#### [What you are asked to do]
In the material below, find the line with "pinky tip: (331, 201)" and the line with "pinky tip: (246, 198)". Output exactly those two lines and all lines between them, leaving out pictures.

#### [Working data]
——

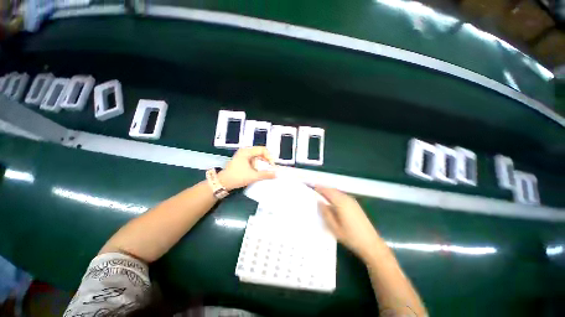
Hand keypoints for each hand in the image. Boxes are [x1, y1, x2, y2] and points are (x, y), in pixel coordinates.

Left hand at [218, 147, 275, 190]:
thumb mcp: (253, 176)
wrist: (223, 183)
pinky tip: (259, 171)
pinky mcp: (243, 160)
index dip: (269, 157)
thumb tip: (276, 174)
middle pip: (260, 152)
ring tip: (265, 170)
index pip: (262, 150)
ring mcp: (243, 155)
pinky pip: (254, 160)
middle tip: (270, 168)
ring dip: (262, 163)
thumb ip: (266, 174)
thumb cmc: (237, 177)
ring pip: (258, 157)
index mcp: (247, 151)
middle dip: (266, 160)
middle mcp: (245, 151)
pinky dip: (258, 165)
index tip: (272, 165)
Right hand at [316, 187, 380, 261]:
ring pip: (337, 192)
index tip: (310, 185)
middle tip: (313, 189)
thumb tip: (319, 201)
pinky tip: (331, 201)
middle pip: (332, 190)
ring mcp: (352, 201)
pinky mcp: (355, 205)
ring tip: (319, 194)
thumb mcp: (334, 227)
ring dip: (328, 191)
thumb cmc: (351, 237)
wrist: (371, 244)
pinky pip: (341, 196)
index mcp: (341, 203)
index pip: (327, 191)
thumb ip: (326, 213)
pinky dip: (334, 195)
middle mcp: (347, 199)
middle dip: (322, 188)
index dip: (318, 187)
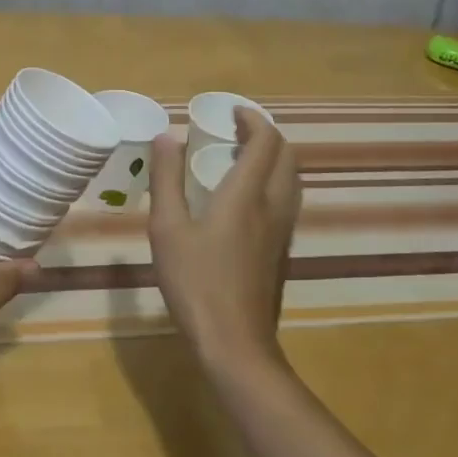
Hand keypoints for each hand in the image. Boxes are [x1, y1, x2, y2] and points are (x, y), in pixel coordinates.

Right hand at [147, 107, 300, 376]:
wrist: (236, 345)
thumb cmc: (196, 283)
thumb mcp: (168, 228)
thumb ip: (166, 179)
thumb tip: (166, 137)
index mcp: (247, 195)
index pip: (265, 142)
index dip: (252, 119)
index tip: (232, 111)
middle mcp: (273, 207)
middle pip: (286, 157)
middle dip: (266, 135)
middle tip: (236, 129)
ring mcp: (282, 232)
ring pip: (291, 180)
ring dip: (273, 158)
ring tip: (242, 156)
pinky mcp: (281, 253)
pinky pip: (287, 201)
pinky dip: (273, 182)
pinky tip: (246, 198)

——

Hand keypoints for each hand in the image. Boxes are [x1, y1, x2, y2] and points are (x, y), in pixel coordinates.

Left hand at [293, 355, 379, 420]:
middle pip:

——

#### [Your response]
pinky tip: (331, 201)
middle pip: (332, 190)
ring mcp: (352, 201)
pinky mcp: (355, 205)
ring tip: (319, 194)
thumb mcp: (334, 227)
ring dip: (328, 191)
thumb cmc: (351, 237)
wrist: (371, 244)
pinky pip: (341, 196)
index mcp: (341, 203)
index pip: (327, 191)
thumb ip: (326, 213)
pinky dip: (334, 195)
middle mcp: (347, 199)
middle dip: (322, 188)
index dip: (318, 187)
Hand keypoints for each hand in the image. Boxes are [x1, y1, x2, y2] and points are (x, y), in pixel coordinates.

Right hand at [147, 107, 300, 376]:
wrist: (236, 345)
thumb cmc: (196, 283)
thumb mcp: (168, 228)
thumb ip: (166, 179)
thumb tip: (166, 137)
index mcp: (247, 195)
index pip: (265, 142)
index dip: (252, 119)
index tip: (232, 111)
middle mcp: (273, 207)
middle pip: (286, 157)
middle dip: (266, 135)
middle tip: (236, 129)
ring mcp: (282, 232)
ring pip: (291, 180)
ring dip: (273, 158)
ring tip: (242, 156)
pinky mcp: (281, 253)
pinky pip: (287, 201)
pinky dip: (273, 182)
pinky tip: (246, 198)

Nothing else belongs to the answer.